It is the first major advance in the treatment of anti-GBM disease since the introduction of plasma exchange 50 years ago. One shot of imlifidase replaces 7 our more sessions of plasma exchange, and in additions it removes antibodies already bound to the basement membrane. The results suggest that removing the autoantibodies is enough to halt the disease process opening the chance for recovery.
Perspectives
The therapy can bli applicable for a large number of autoimmune diseases where autoantibodies mediate important steps in the pathogenesis. Today it has only been tried as a single injection, but repeat dosing may be possible in the future. In Nephrology, disease like ANCA vasculitis, membranous nephropathy, IgA nephropathy and Lupus nephritis are associated with pathogenic IgG antibodies.
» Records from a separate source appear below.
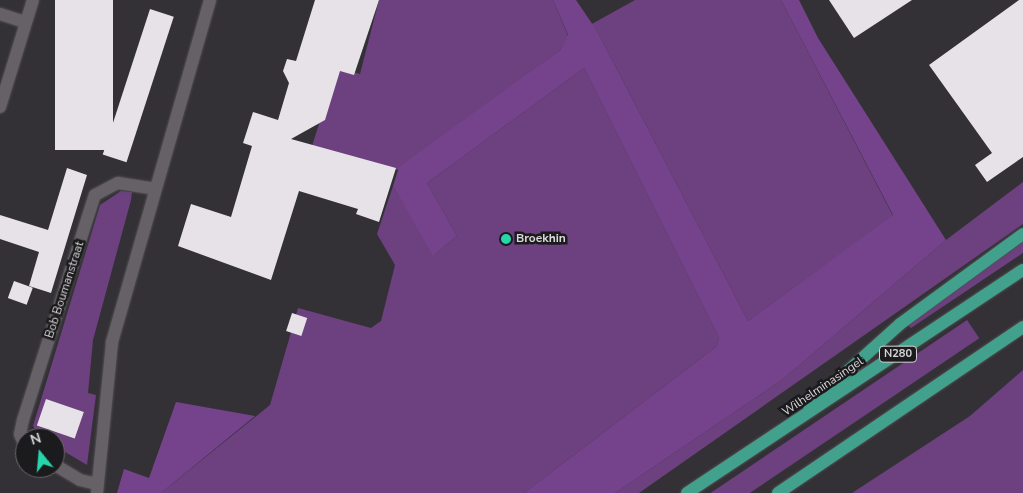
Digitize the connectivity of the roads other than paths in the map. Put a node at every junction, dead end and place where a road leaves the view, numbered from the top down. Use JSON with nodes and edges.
{"nodes":[{"id":1,"x":32,"y":0,"type":"edge"},
{"id":2,"x":210,"y":0,"type":"edge"},
{"id":3,"x":0,"y":14,"type":"edge"},
{"id":4,"x":25,"y":22,"type":"junction"},
{"id":5,"x":0,"y":107,"type":"edge"},
{"id":6,"x":155,"y":189,"type":"junction"},
{"id":7,"x":1023,"y":234,"type":"edge"},
{"id":8,"x":1023,"y":270,"type":"edge"},
{"id":9,"x":1020,"y":330,"type":"edge"},
{"id":10,"x":21,"y":428,"type":"edge"},
{"id":11,"x":773,"y":437,"type":"junction"},
{"id":12,"x":65,"y":471,"type":"edge"},
{"id":13,"x":98,"y":488,"type":"edge"},
{"id":14,"x":687,"y":493,"type":"edge"},
{"id":15,"x":778,"y":493,"type":"edge"}],
"edges":[{"from":1,"to":4,"type":"street"},
{"from":2,"to":6,"type":"street"},
{"from":3,"to":4,"type":"street"},
{"from":4,"to":5,"type":"street"},
{"from":6,"to":10,"type":"street","name":"Bob Boumanstraat"},
{"from":6,"to":13,"type":"street"},
{"from":7,"to":11,"type":"main road","number":"N280"},
{"from":8,"to":11,"type":"main road","name":"Wilhelminasingel","number":"N280"},
{"from":9,"to":15,"type":"main road"},
{"from":11,"to":14,"type":"main road","name":"Wilhelminasingel","number":"N280"},
{"from":12,"to":13,"type":"street"}]}
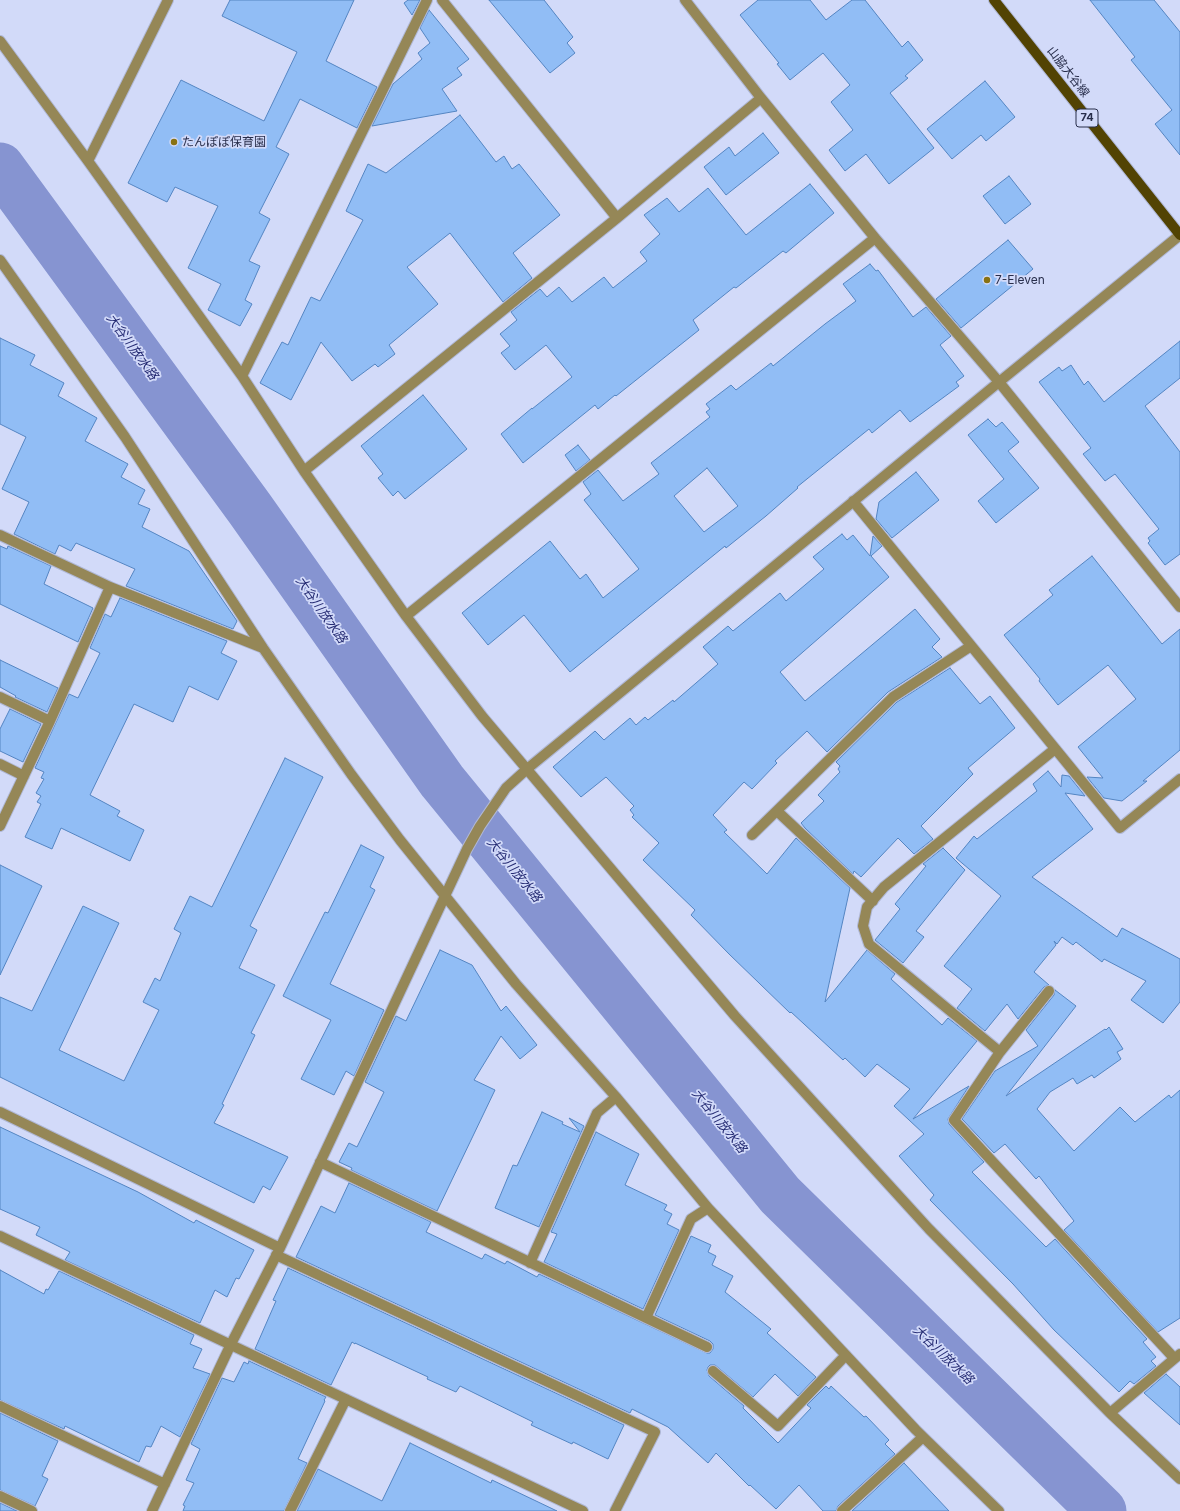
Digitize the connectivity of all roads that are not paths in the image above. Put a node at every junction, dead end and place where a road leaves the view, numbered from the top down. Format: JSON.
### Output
{"nodes":[{"id":1,"x":168,"y":0,"type":"edge"},
{"id":2,"x":427,"y":0,"type":"edge"},
{"id":3,"x":442,"y":0,"type":"edge"},
{"id":4,"x":685,"y":0,"type":"edge"},
{"id":5,"x":994,"y":0,"type":"edge"},
{"id":6,"x":0,"y":41,"type":"edge"},
{"id":7,"x":761,"y":98,"type":"junction"},
{"id":8,"x":88,"y":161,"type":"junction"},
{"id":9,"x":618,"y":218,"type":"junction"},
{"id":10,"x":1180,"y":235,"type":"edge"},
{"id":11,"x":876,"y":238,"type":"junction"},
{"id":12,"x":0,"y":260,"type":"edge"},
{"id":13,"x":242,"y":376,"type":"junction"},
{"id":14,"x":999,"y":382,"type":"junction"},
{"id":15,"x":304,"y":471,"type":"junction"},
{"id":16,"x":853,"y":501,"type":"junction"},
{"id":17,"x":0,"y":536,"type":"edge"},
{"id":18,"x":110,"y":587,"type":"junction"},
{"id":19,"x":1180,"y":607,"type":"edge"},
{"id":20,"x":406,"y":616,"type":"junction"},
{"id":21,"x":970,"y":646,"type":"junction"},
{"id":22,"x":263,"y":648,"type":"junction"},
{"id":23,"x":0,"y":697,"type":"edge"},
{"id":24,"x":50,"y":721,"type":"junction"},
{"id":25,"x":1055,"y":749,"type":"junction"},
{"id":26,"x":0,"y":764,"type":"edge"},
{"id":27,"x":527,"y":769,"type":"junction"},
{"id":28,"x":24,"y":776,"type":"junction"},
{"id":29,"x":1180,"y":779,"type":"edge"},
{"id":30,"x":777,"y":811,"type":"junction"},
{"id":31,"x":0,"y":826,"type":"edge"},
{"id":32,"x":752,"y":835,"type":"dead end"},
{"id":33,"x":445,"y":895,"type":"junction"},
{"id":34,"x":873,"y":900,"type":"junction"},
{"id":35,"x":1049,"y":991,"type":"dead end"},
{"id":36,"x":1000,"y":1052,"type":"junction"},
{"id":37,"x":616,"y":1097,"type":"junction"},
{"id":38,"x":0,"y":1112,"type":"edge"},
{"id":39,"x":320,"y":1162,"type":"junction"},
{"id":40,"x":708,"y":1208,"type":"junction"},
{"id":41,"x":0,"y":1236,"type":"edge"},
{"id":42,"x":278,"y":1251,"type":"junction"},
{"id":43,"x":530,"y":1263,"type":"junction"},
{"id":44,"x":646,"y":1318,"type":"junction"},
{"id":45,"x":231,"y":1344,"type":"junction"},
{"id":46,"x":707,"y":1348,"type":"dead end"},
{"id":47,"x":846,"y":1355,"type":"junction"},
{"id":48,"x":1177,"y":1356,"type":"edge"},
{"id":49,"x":713,"y":1371,"type":"dead end"},
{"id":50,"x":346,"y":1399,"type":"junction"},
{"id":51,"x":0,"y":1406,"type":"edge"},
{"id":52,"x":1110,"y":1413,"type":"junction"},
{"id":53,"x":923,"y":1437,"type":"junction"},
{"id":54,"x":1180,"y":1479,"type":"edge"},
{"id":55,"x":165,"y":1484,"type":"junction"},
{"id":56,"x":0,"y":1496,"type":"edge"},
{"id":57,"x":32,"y":1511,"type":"edge"},
{"id":58,"x":152,"y":1511,"type":"edge"},
{"id":59,"x":290,"y":1511,"type":"edge"},
{"id":60,"x":582,"y":1511,"type":"edge"},
{"id":61,"x":615,"y":1511,"type":"edge"},
{"id":62,"x":842,"y":1511,"type":"edge"},
{"id":63,"x":999,"y":1511,"type":"edge"}],
"edges":[{"from":1,"to":8,"type":"street"},
{"from":2,"to":13,"type":"street"},
{"from":3,"to":9,"type":"street"},
{"from":4,"to":7,"type":"street"},
{"from":5,"to":10,"type":"main road","name":"山脇大谷線","number":"74"},
{"from":6,"to":8,"type":"street"},
{"from":7,"to":9,"type":"street"},
{"from":7,"to":11,"type":"street"},
{"from":8,"to":13,"type":"street"},
{"from":9,"to":15,"type":"street"},
{"from":10,"to":14,"type":"street"},
{"from":11,"to":14,"type":"street"},
{"from":11,"to":20,"type":"street"},
{"from":12,"to":22,"type":"street"},
{"from":13,"to":15,"type":"street"},
{"from":14,"to":16,"type":"street"},
{"from":14,"to":19,"type":"street"},
{"from":15,"to":20,"type":"street"},
{"from":16,"to":21,"type":"street"},
{"from":16,"to":27,"type":"street"},
{"from":17,"to":18,"type":"street"},
{"from":18,"to":22,"type":"street"},
{"from":18,"to":24,"type":"street"},
{"from":20,"to":27,"type":"street"},
{"from":21,"to":25,"type":"street"},
{"from":21,"to":30,"type":"street"},
{"from":22,"to":33,"type":"street"},
{"from":23,"to":24,"type":"street"},
{"from":24,"to":28,"type":"street"},
{"from":25,"to":29,"type":"street"},
{"from":25,"to":34,"type":"street"},
{"from":26,"to":28,"type":"street"},
{"from":27,"to":33,"type":"street"},
{"from":27,"to":52,"type":"street"},
{"from":28,"to":31,"type":"street"},
{"from":30,"to":32,"type":"street"},
{"from":30,"to":34,"type":"street"},
{"from":33,"to":37,"type":"street"},
{"from":33,"to":39,"type":"street"},
{"from":34,"to":36,"type":"street"},
{"from":35,"to":36,"type":"street"},
{"from":36,"to":48,"type":"street"},
{"from":37,"to":40,"type":"street"},
{"from":37,"to":43,"type":"street"},
{"from":38,"to":42,"type":"street"},
{"from":39,"to":42,"type":"street"},
{"from":39,"to":43,"type":"street"},
{"from":40,"to":44,"type":"street"},
{"from":40,"to":47,"type":"street"},
{"from":41,"to":45,"type":"street"},
{"from":42,"to":45,"type":"street"},
{"from":42,"to":61,"type":"street"},
{"from":43,"to":44,"type":"street"},
{"from":44,"to":46,"type":"street"},
{"from":45,"to":50,"type":"street"},
{"from":45,"to":55,"type":"street"},
{"from":47,"to":49,"type":"street"},
{"from":47,"to":53,"type":"street"},
{"from":48,"to":52,"type":"street"},
{"from":50,"to":59,"type":"street"},
{"from":50,"to":60,"type":"street"},
{"from":51,"to":55,"type":"street"},
{"from":52,"to":54,"type":"street"},
{"from":53,"to":62,"type":"street"},
{"from":53,"to":63,"type":"street"},
{"from":55,"to":58,"type":"street"},
{"from":56,"to":57,"type":"street"}]}
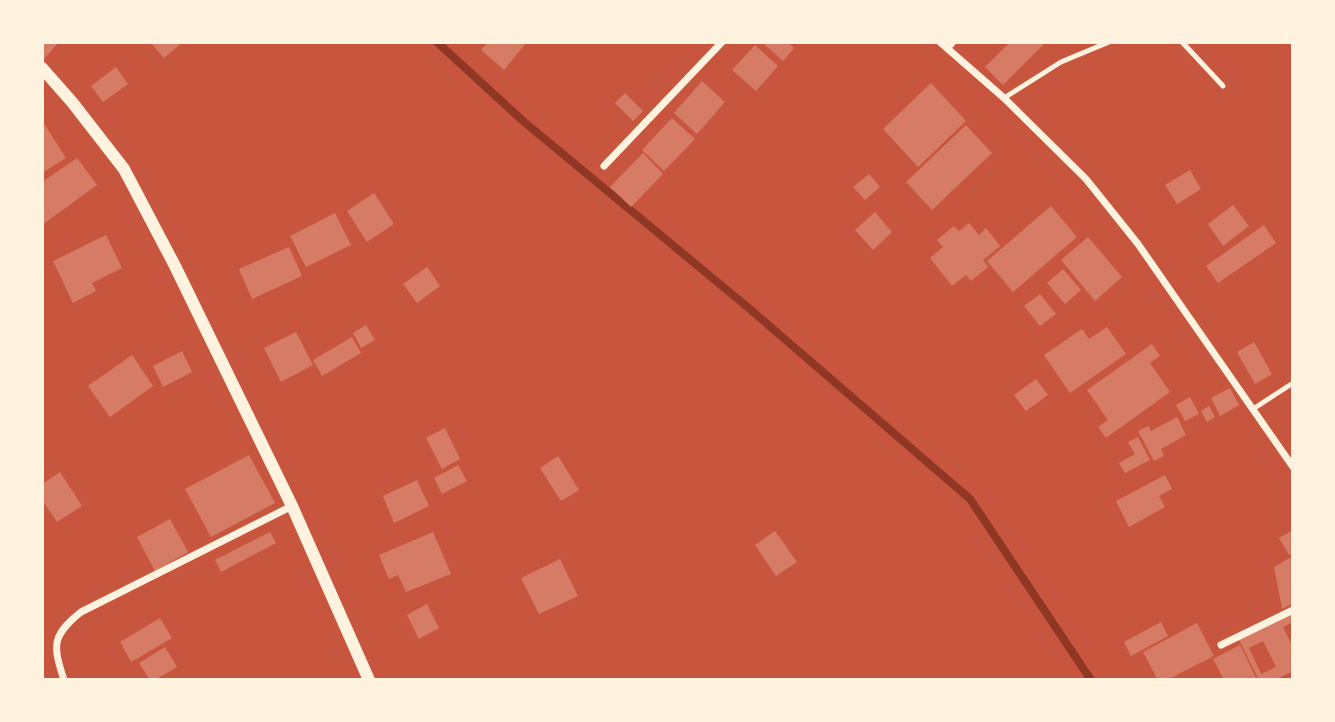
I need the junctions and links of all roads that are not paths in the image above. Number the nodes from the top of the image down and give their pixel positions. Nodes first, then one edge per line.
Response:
1 (722, 42) edge
2 (940, 42) edge
3 (954, 42) edge
4 (1109, 42) edge
5 (1182, 42) edge
6 (948, 49) junction
7 (42, 68) edge
8 (1223, 86) dead end
9 (1004, 98) junction
10 (604, 166) dead end
11 (1293, 383) edge
12 (1253, 409) junction
13 (1293, 467) edge
14 (292, 506) junction
15 (1293, 610) edge
16 (1221, 645) dead end
17 (64, 680) edge
18 (369, 680) edge

1 - 10 street
2 - 6 street
3 - 6 lane
4 - 9 lane
5 - 8 lane
6 - 9 street
7 - 14 street
9 - 12 street
11 - 12 lane
12 - 13 street
14 - 17 street
14 - 18 street
15 - 16 street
This study heralds a new era, however, before implementation in clinical practice results must be confirmed in randomized trials for each and every indication.
Mårten Segelmark
Lunds Universitet
Read the Original
This page is a summary of: Endopeptidase Cleavage of Anti-Glomerular Basement Membrane Antibodies in vivo in Severe Kidney Disease: An Open-Label Phase 2a Study, Journal of the American Society of Nephrology, March 2022, American Society of Nephrology,
DOI: 10.1681/asn.2021111460.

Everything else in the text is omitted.